We have endorsed the definition of persecution as “threats to life, confinement,
torture, and economic restrictions so severe that they constitute a threat to life or
freedom.” Fatin v. INS,
12 F.3d 1233, 1240 (3d Cir. 1993). “[O]rdinary criminal activity
does not rise to the level of persecution necessary to establish eligibility for asylum.”
Abdille v. Ashcroft,
242 F.3d 477, 494 (3d Cir. 2001). Although Pranata encountered
some unfortunate incidents in his youth, those incidents were not of the severity necessary
to prove persecution. See Lie v. Ashcroft,
396 F.3d 530, 536 (3d Cir. 2005) (noting that
random acts of robbery and assault resulting in minor injuries cannot be characterized as
acts of persecution). Nor did Pranata show that these incidents were the result of
governmental action. See
id. at 537. Additionally, Pranata failed to tie many aspects of
these incidents to individualized persecution based on ethnicity or religion. Thus, we do
not find that the evidence presented by Pranata is “so compelling that no reasonable fact
3
finder could fail to find the requisite fear of persecution.” INS v. Elias-Zacarias,
502 U.S.
478, 483-84 (1992).
The BIA’s conclusion that Pranata failed to prove a well-founded fear of future
persecution is also supported by substantial evidence. See Gomez-Zuluaga v. Att’y Gen.,
527 F.3d 330, 345 (3d Cir. 2008) (discussing future persecution standard). As the IJ
noted, Pranata had family members who remained in Indonesia unharmed since his
departure. We have held that “when family members remain in petitioner’s native
country without meeting harm, and there is no individualized showing that petitioner
would be singled out for persecution, the reasonableness of a petitioner’s well-founded
fear of future persecution is diminished.”
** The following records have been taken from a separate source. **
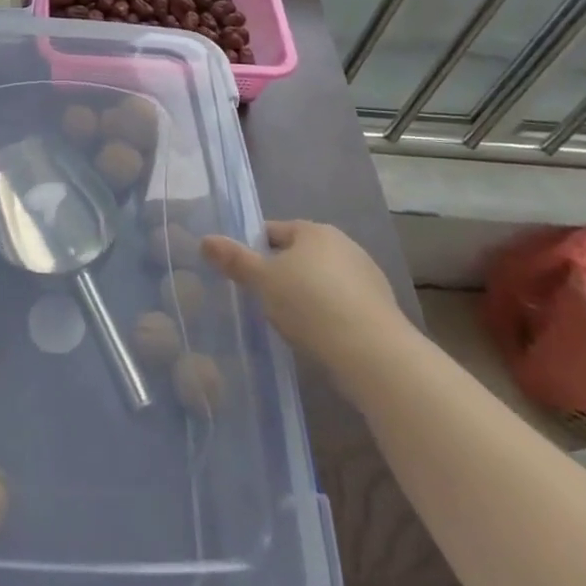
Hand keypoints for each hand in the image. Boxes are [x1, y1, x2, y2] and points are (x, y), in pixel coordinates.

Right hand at [200, 220, 412, 376]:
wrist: (374, 354)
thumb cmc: (311, 305)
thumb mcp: (263, 281)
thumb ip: (234, 260)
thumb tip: (205, 240)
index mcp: (314, 231)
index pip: (273, 231)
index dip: (254, 249)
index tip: (242, 274)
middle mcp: (344, 245)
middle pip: (299, 255)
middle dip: (281, 274)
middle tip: (261, 300)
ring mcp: (367, 277)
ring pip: (322, 281)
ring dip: (306, 296)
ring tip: (288, 322)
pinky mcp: (380, 309)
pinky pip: (342, 305)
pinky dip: (328, 315)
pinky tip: (317, 337)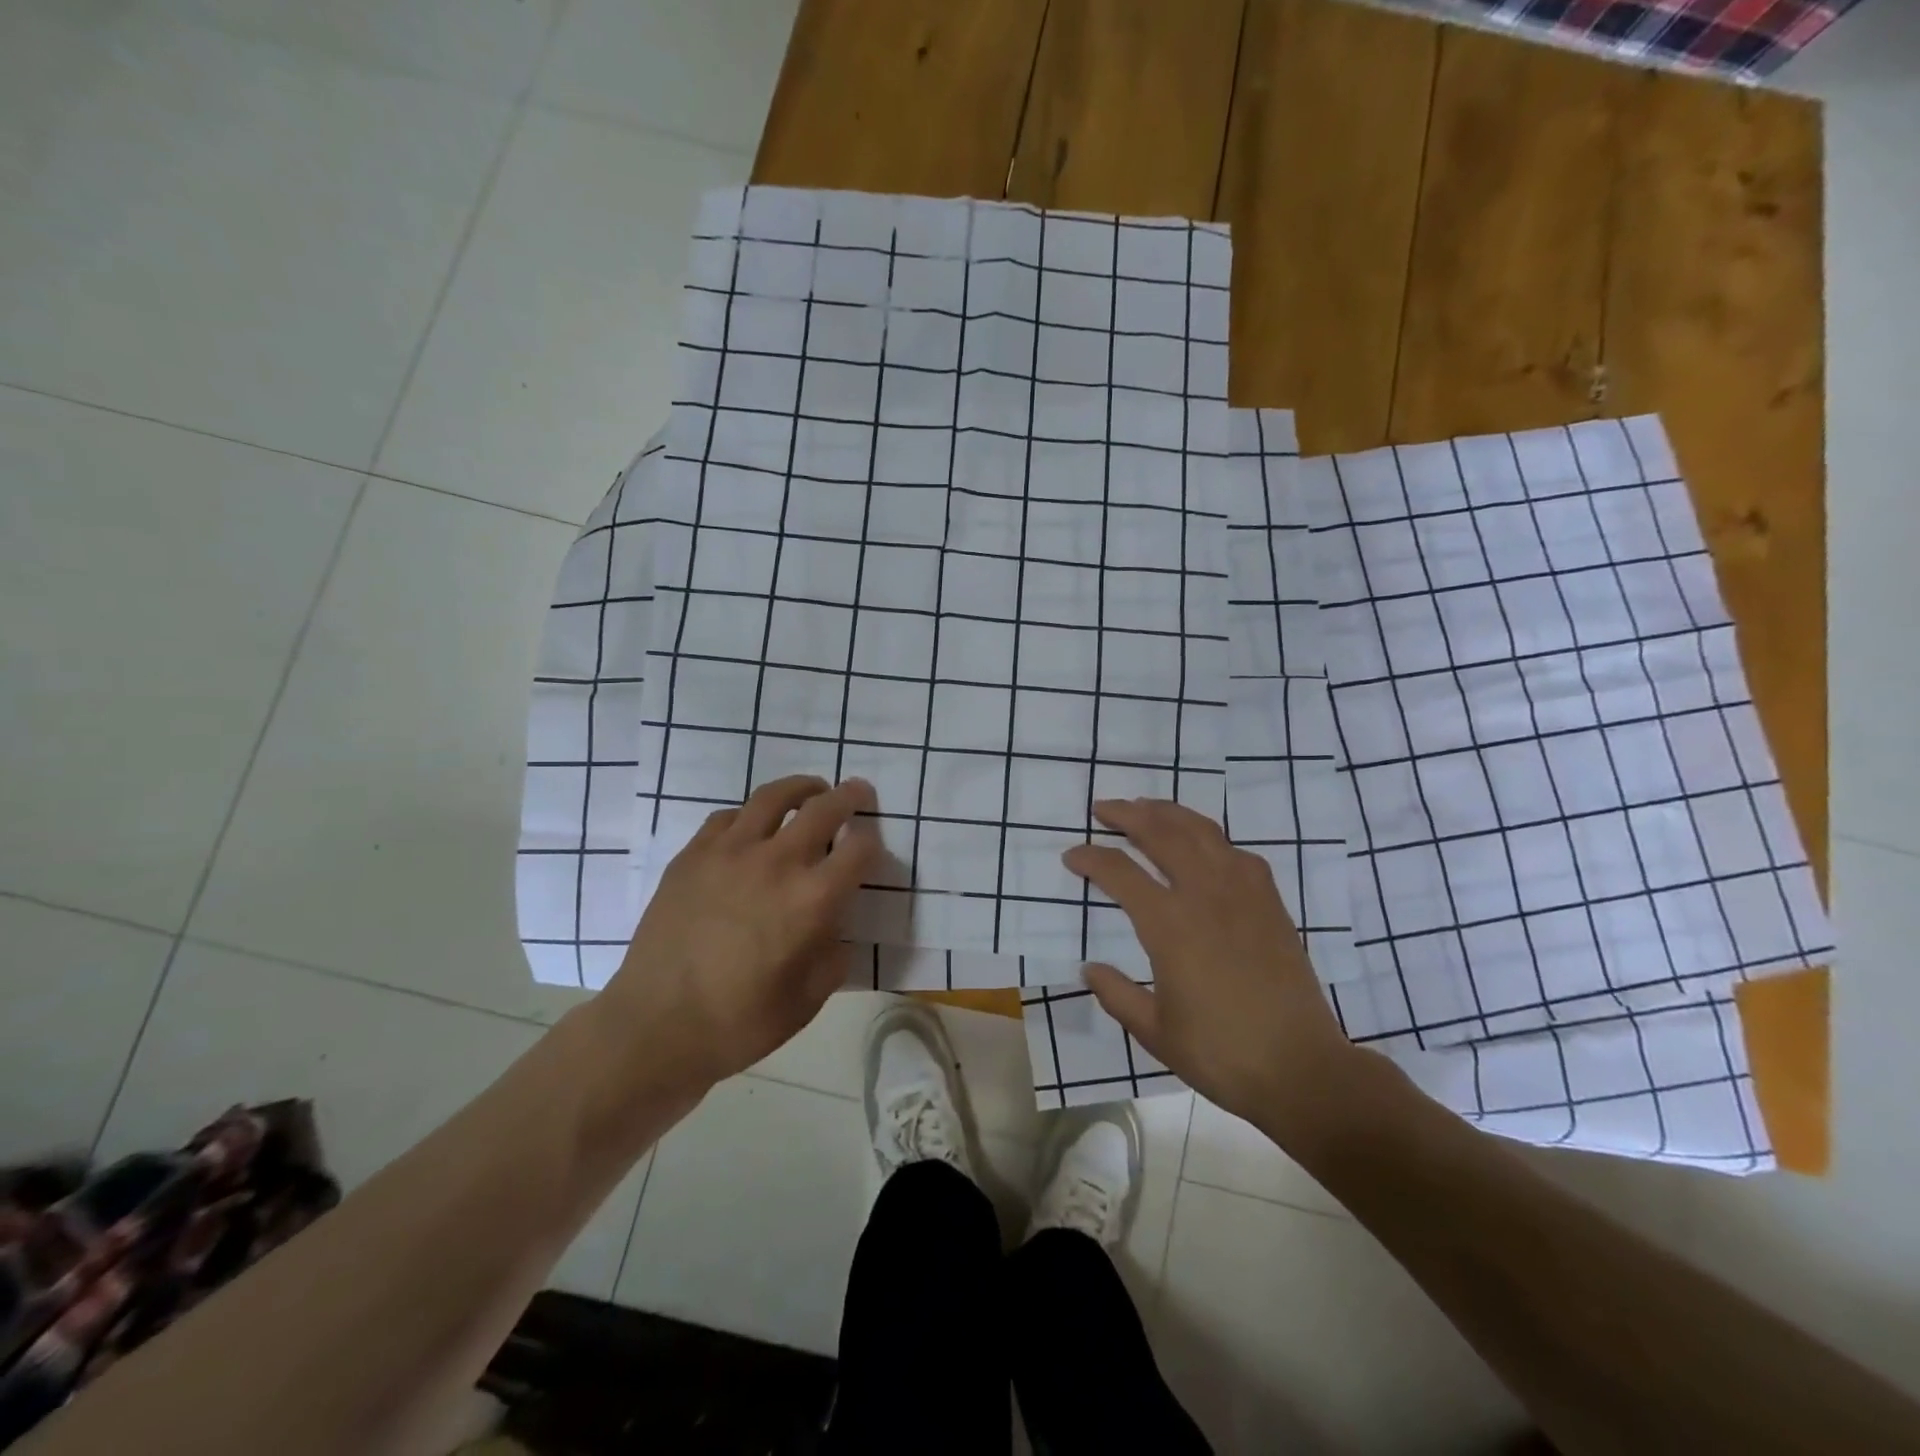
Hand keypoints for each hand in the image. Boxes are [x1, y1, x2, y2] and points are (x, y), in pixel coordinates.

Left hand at [600, 776, 879, 1090]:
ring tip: (810, 791)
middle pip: (823, 809)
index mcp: (812, 899)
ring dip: (801, 788)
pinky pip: (728, 817)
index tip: (871, 845)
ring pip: (773, 797)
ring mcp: (730, 852)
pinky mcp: (692, 855)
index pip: (859, 850)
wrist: (656, 1027)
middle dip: (849, 796)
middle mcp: (776, 863)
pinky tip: (752, 828)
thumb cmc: (740, 1022)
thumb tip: (833, 926)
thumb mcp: (808, 999)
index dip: (872, 843)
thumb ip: (833, 954)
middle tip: (858, 792)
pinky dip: (750, 815)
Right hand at [1063, 799, 1366, 1139]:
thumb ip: (1116, 994)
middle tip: (1102, 808)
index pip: (1120, 873)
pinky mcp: (1269, 903)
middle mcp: (1205, 895)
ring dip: (1169, 813)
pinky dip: (1211, 837)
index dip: (1091, 859)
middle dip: (1127, 815)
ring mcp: (1243, 894)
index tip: (1072, 856)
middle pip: (1162, 834)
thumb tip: (1089, 968)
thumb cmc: (1220, 1053)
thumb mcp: (1154, 1031)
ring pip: (1201, 832)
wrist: (1301, 1068)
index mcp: (1170, 925)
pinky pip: (1237, 852)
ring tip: (1146, 806)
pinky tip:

Lie, 396 F.3d at 537. Pranata also submitted
multiple periodical articles, and the 2004 Country Report for Indonesia issued by the State
Department to bolster his claim of well-founded fear of future persecution. While the
report contains accounts of anti-Chinese and anti-Christian sentiment in Indonesia, such
racism and discrimination do not appear to rise to the level of systematic and pervasive
persecution. See Chen v. Ashcroft,
381 F.3d 221, 233 (3d Cir. 2004).
Because Pranata failed to make out an asylum claim, he necessarily failed to
satisfy the more stringent standard for withholding of removal. See Lukwago v. Ashcroft,
329 F.3d 157, 182 (3d Cir. 2003). Furthermore, Pranata’s application for relief under
CAT was also justifiably denied. Pranata failed to show that it is more likely than not that
he would be tortured by the Indonesian government or that the government would
4
acquiesce in any torture. See 8 C.F.R. § 208.16(c)(2); Silva-Rengifo v. Att’y Gen.,
473
F.3d 58, 65 (3d Cir. 2005).
For the above-stated reasons, we will deny the petition for review.